[Items from a data source]
● ● ● ● ● ● ●

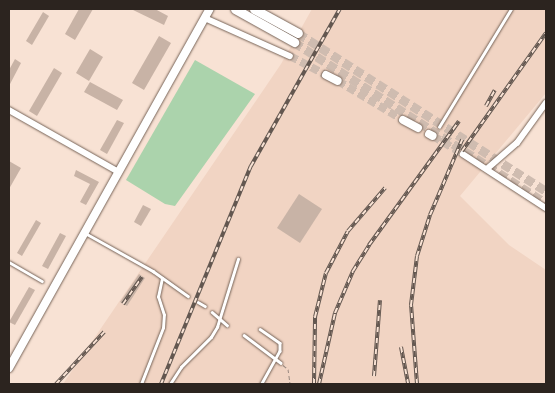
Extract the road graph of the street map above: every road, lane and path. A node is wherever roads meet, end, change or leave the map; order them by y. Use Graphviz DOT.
graph roads {
  1 [pos="210,9"];
  2 [pos="234,9"];
  3 [pos="254,9"];
  4 [pos="511,9"];
  5 [pos="205,18"];
  6 [pos="290,56"];
  7 [pos="326,75"];
  8 [pos="338,81"];
  9 [pos="546,103"];
  10 [pos="9,110"];
  11 [pos="404,120"];
  12 [pos="439,127"];
  13 [pos="418,128"];
  14 [pos="464,154"];
  15 [pos="488,168"];
  16 [pos="118,172"];
  17 [pos="546,208"];
  18 [pos="83,232"];
  19 [pos="238,259"];
  20 [pos="9,262"];
  21 [pos="162,278"];
  22 [pos="42,281"];
  23 [pos="188,296"];
  24 [pos="198,302"];
  25 [pos="205,306"];
  26 [pos="212,312"];
  27 [pos="219,318"];
  28 [pos="227,325"];
  29 [pos="260,329"];
  30 [pos="244,335"];
  31 [pos="275,360"];
  32 [pos="281,363"];
  33 [pos="9,368"];
  34 [pos="141,384"];
  35 [pos="170,384"];
  36 [pos="262,384"];
  37 [pos="290,384"];
  1 -- 5 [label="street"];
  2 -- 3 [label="main road"];
  4 -- 12 [label="lane"];
  5 -- 6 [label="street"];
  5 -- 16 [label="street"];
  7 -- 8 [label="street"];
  9 -- 15 [label="street"];
  10 -- 16 [label="street"];
  11 -- 13 [label="street"];
  14 -- 15 [label="street"];
  15 -- 17 [label="street"];
  16 -- 18 [label="street"];
  18 -- 21 [label="lane"];
  18 -- 33 [label="street"];
  19 -- 27 [label="lane"];
  20 -- 22 [label="lane"];
  21 -- 23 [label="lane"];
  21 -- 34 [label="lane"];
  24 -- 25 [label="lane"];
  26 -- 27 [label="lane"];
  27 -- 28 [label="lane"];
  27 -- 35 [label="lane"];
  29 -- 31 [label="lane"];
  30 -- 31 [label="lane"];
  31 -- 32 [label="lane"];
  31 -- 36 [label="lane"];
  32 -- 37 [label="path"];
}
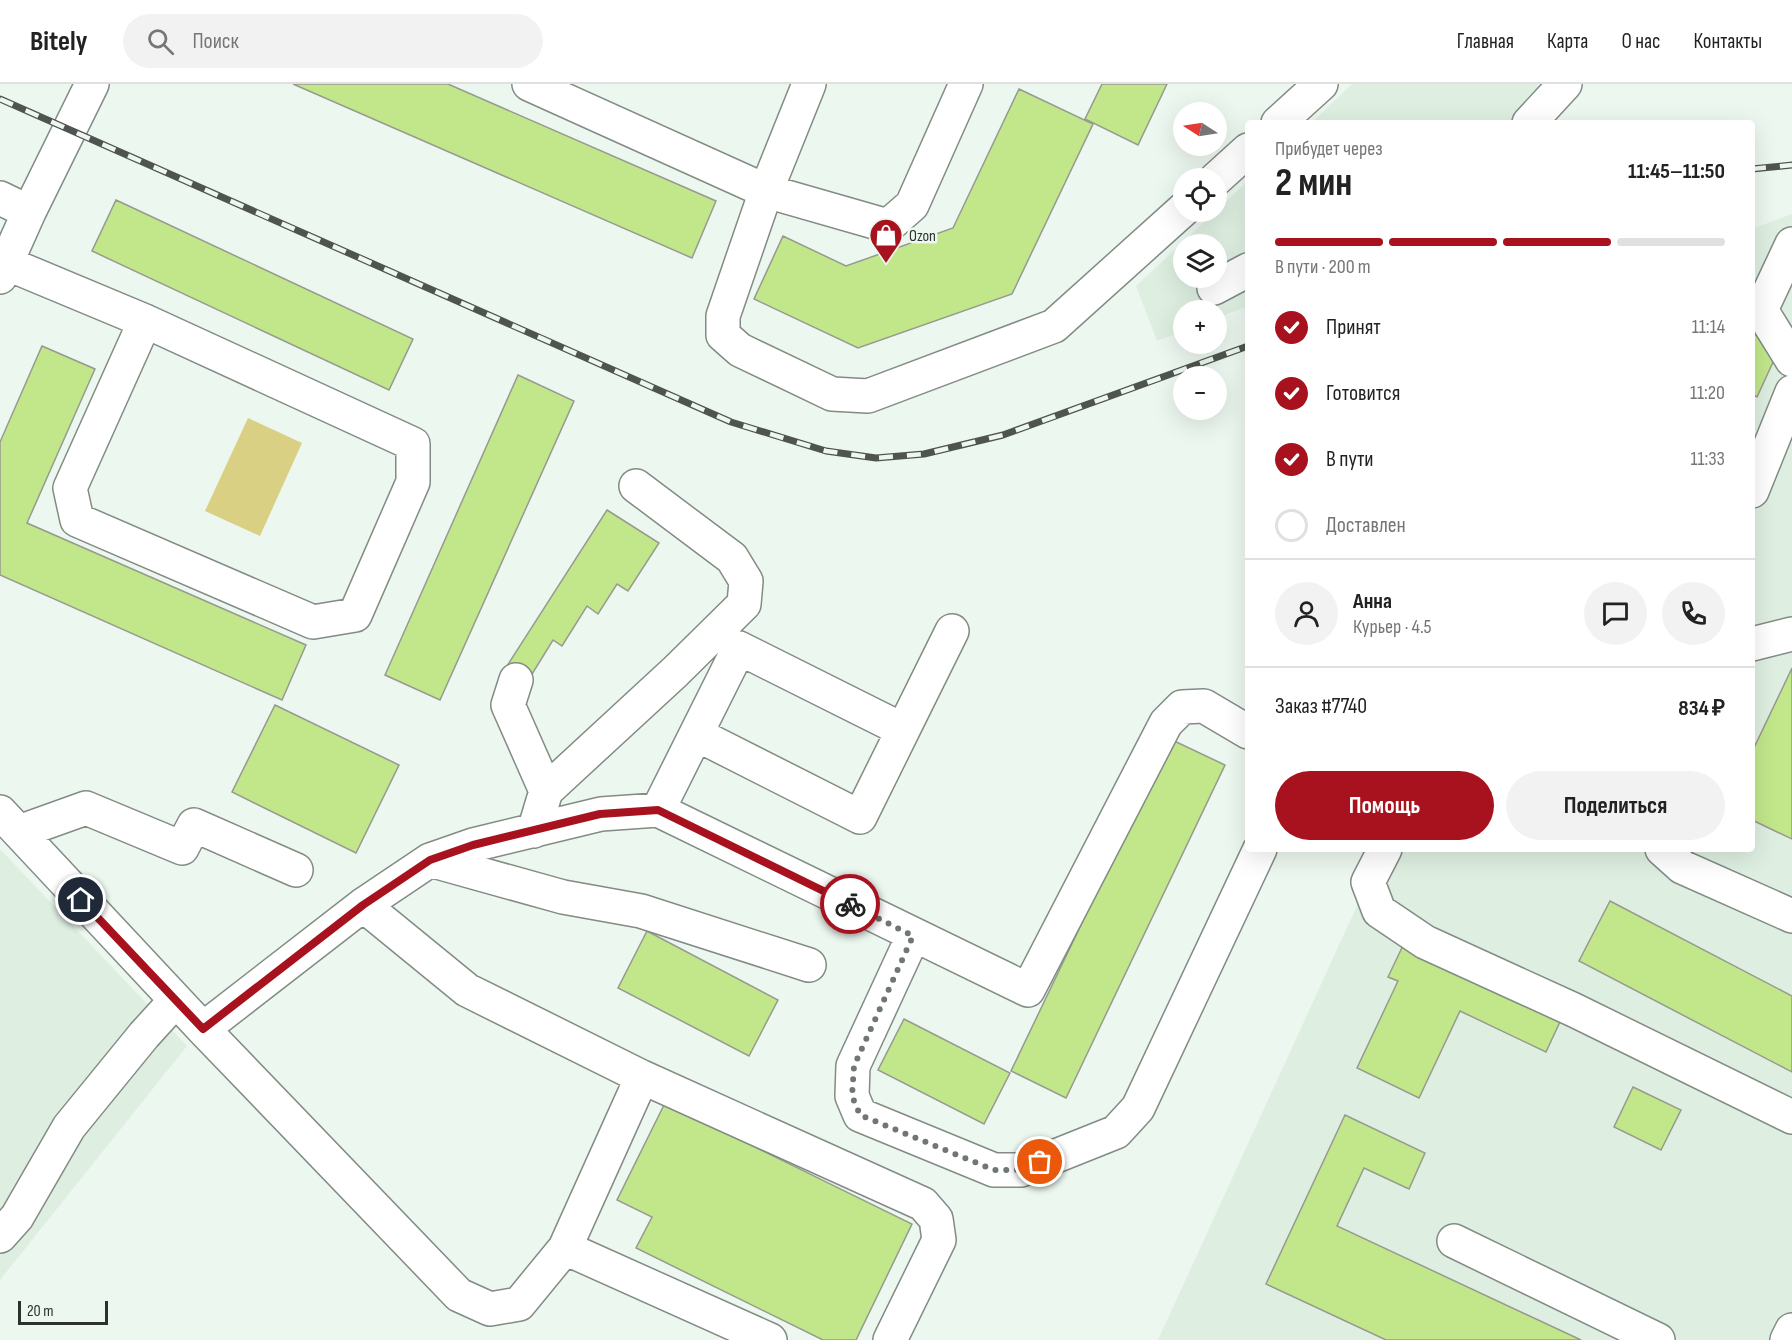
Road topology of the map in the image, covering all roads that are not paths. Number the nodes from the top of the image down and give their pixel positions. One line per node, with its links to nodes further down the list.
1 (92, 84): 13 (lane)
2 (529, 84): 11 (lane)
3 (809, 84): 11 (lane)
4 (966, 84): 11 (lane)
5 (1321, 84): 7 (lane)
6 (1565, 84): 8 (lane)
7 (1281, 120)
8 (1532, 120)
9 (1245, 153): 10 (lane)
10 (1227, 169)
11 (766, 191): 14 (lane)
12 (0, 198): 13 (lane)
13 (29, 212): 16 (lane)
14 (1173, 219)
15 (1792, 244): 19 (lane)
16 (3, 270): 20 (lane)
17 (1245, 272): 18 (lane)
18 (1227, 281)
19 (1757, 309): 21 (lane)
20 (145, 321): 20 (lane)
21 (1792, 360)
22 (1792, 392): 23 (lane)
23 (1755, 484)
24 (636, 486): 32 (lane)
25 (952, 631): 29 (lane)
26 (1792, 634): 27 (lane)
27 (1755, 643)
28 (516, 680): 32 (lane)
29 (903, 730): 31 (lane); 31 (lane)
30 (1245, 730): 43 (lane)
31 (696, 734): 33 (lane)
32 (546, 790): 35 (lane)
33 (658, 810): 35 (lane); 43 (lane)
34 (9, 822): 40 (lane); 45 (lane)
35 (534, 831): 39 (lane)
36 (1259, 852): 43 (lane)
37 (1383, 852): 48 (lane)
38 (1665, 852): 42 (lane)
39 (430, 860): 41 (lane); 44 (lane)
40 (296, 870)
41 (363, 905): 46 (lane); 47 (lane)
42 (1792, 916)
43 (913, 936)
44 (809, 965)
45 (175, 1001): 46 (lane); 49 (lane)
46 (203, 1029): 51 (lane)
47 (642, 1077): 51 (lane); 54 (lane)
48 (1792, 1117)
49 (0, 1236)
50 (1454, 1241): 55 (lane)
51 (565, 1248): 53 (lane)
52 (1792, 1330): 56 (lane)
53 (770, 1340)
54 (890, 1340)
55 (1658, 1340)
56 (1787, 1340)

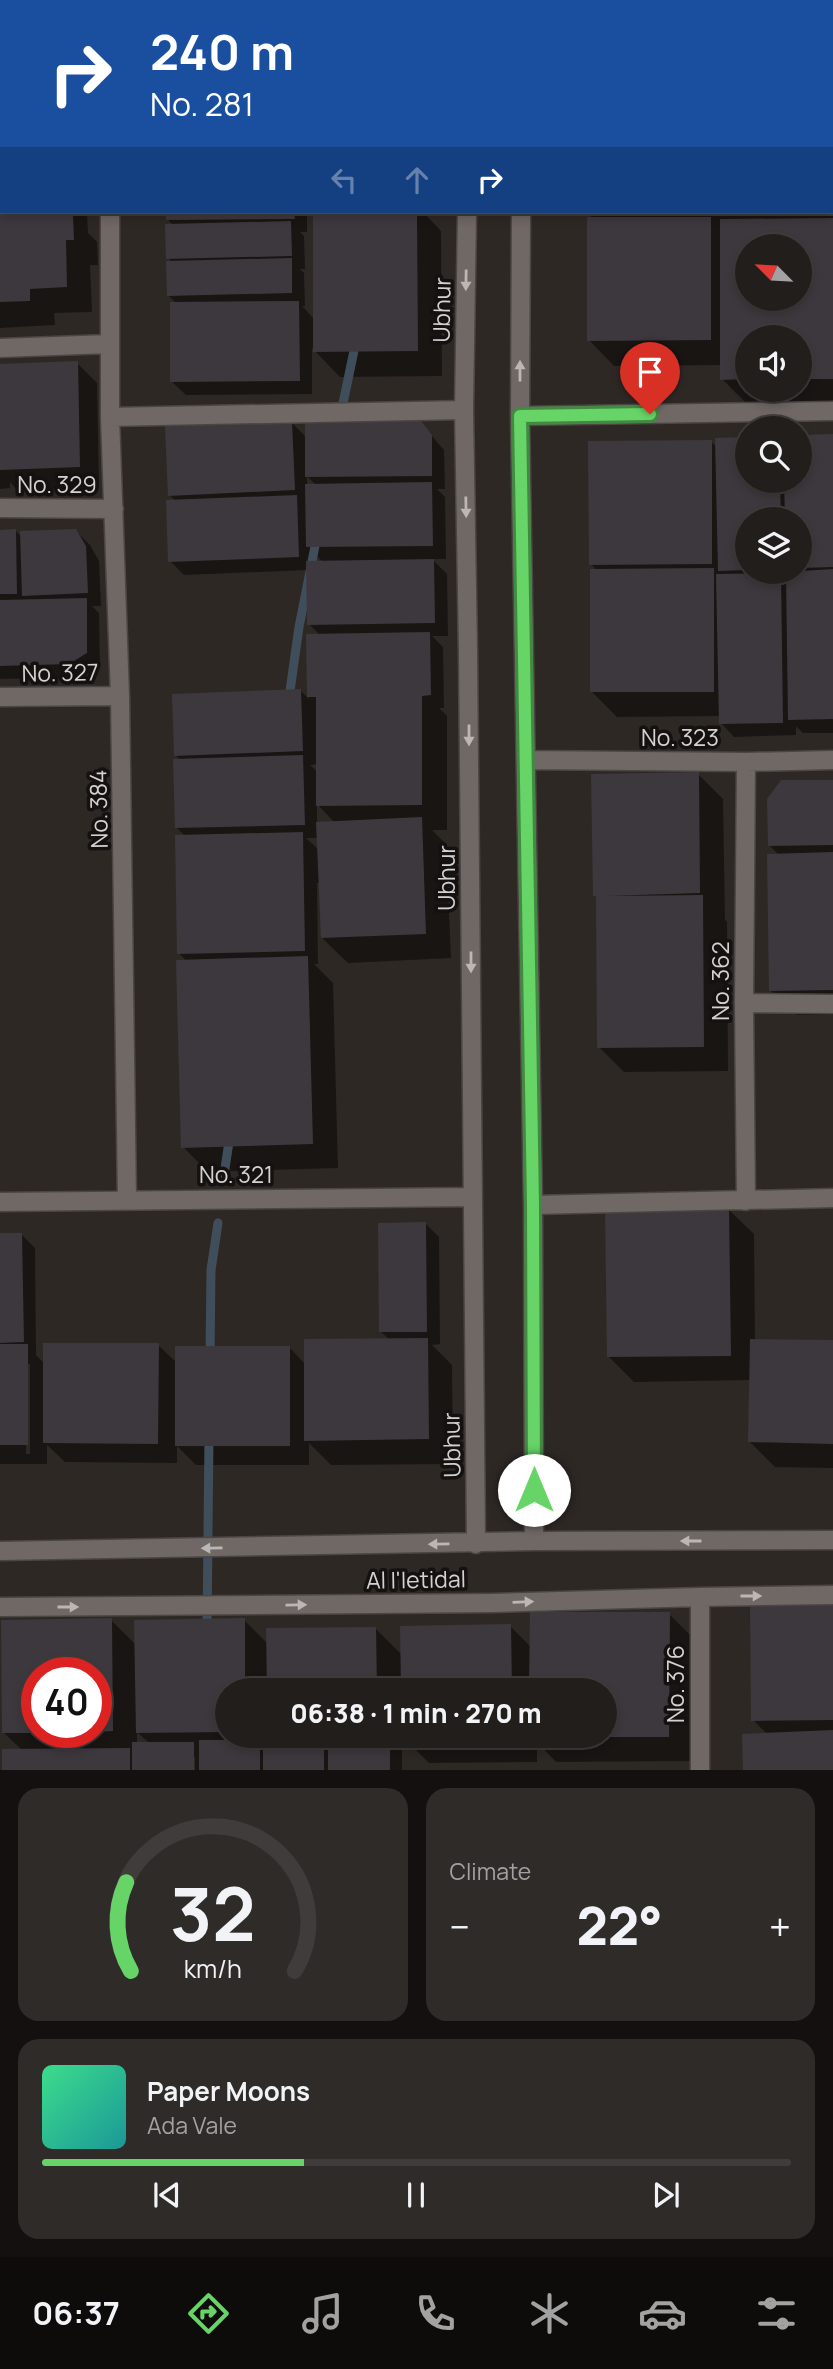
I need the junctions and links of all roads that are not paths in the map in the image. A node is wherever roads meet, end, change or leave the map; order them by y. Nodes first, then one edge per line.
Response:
1 (110, 214) edge
2 (467, 214) edge
3 (521, 214) edge
4 (109, 344) junction
5 (0, 348) edge
6 (464, 411) junction
7 (833, 411) edge
8 (520, 416) junction
9 (110, 417) junction
10 (0, 508) edge
11 (114, 509) junction
12 (120, 696) junction
13 (0, 697) edge
14 (526, 760) junction
15 (833, 760) edge
16 (746, 762) junction
17 (744, 1003) junction
18 (833, 1004) edge
19 (473, 1197) junction
20 (833, 1198) edge
21 (127, 1200) junction
22 (746, 1201) junction
23 (0, 1202) edge
24 (533, 1205) junction
25 (833, 1540) edge
26 (534, 1541) junction
27 (476, 1544) junction
28 (0, 1551) edge
29 (833, 1595) edge
30 (700, 1597) junction
31 (0, 1607) edge
32 (699, 1770) edge

1 - 4 street, No. 384
2 -> 6 street, Ubhur
8 -> 3 street
4 - 5 street
4 - 9 street, No. 384
6 - 9 street
6 -> 19 street, Ubhur
7 - 8 street
8 - 14 street
9 - 11 street, No. 384
10 - 11 street, No. 329
11 - 12 street, No. 384
12 - 13 street, No. 327
12 - 21 street, No. 384
14 - 16 street, No. 323
14 - 24 street
15 - 16 street, No. 323
16 - 17 street, No. 362
17 - 18 street
17 - 22 street, No. 362
19 - 21 street, No. 321
19 - 27 street, Ubhur
20 - 22 street
21 - 23 street, No. 321
22 - 24 street
24 - 26 street
25 -> 26 street, Al I'Ietidal
26 - 27 street, Al I'Ietidal
27 -> 28 street, Al I'Ietidal
30 -> 29 street, Al I'Ietidal
31 -> 30 street, Al I'Ietidal
30 - 32 street, No. 376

● ● ● ● ● ● ●

Extract all lines from the data in which "leave" is found.

Exercise response –
Extract the road graph of the street map above: every road, lane and path. A node is wherever roads meet, end, change or leave the map; order them by y. Use Graphviz DOT.
I need the junctions and links of all roads that are not paths in the map in the image. A node is wherever roads meet, end, change or leave the map; order them by y. Nodes first, then one edge per line.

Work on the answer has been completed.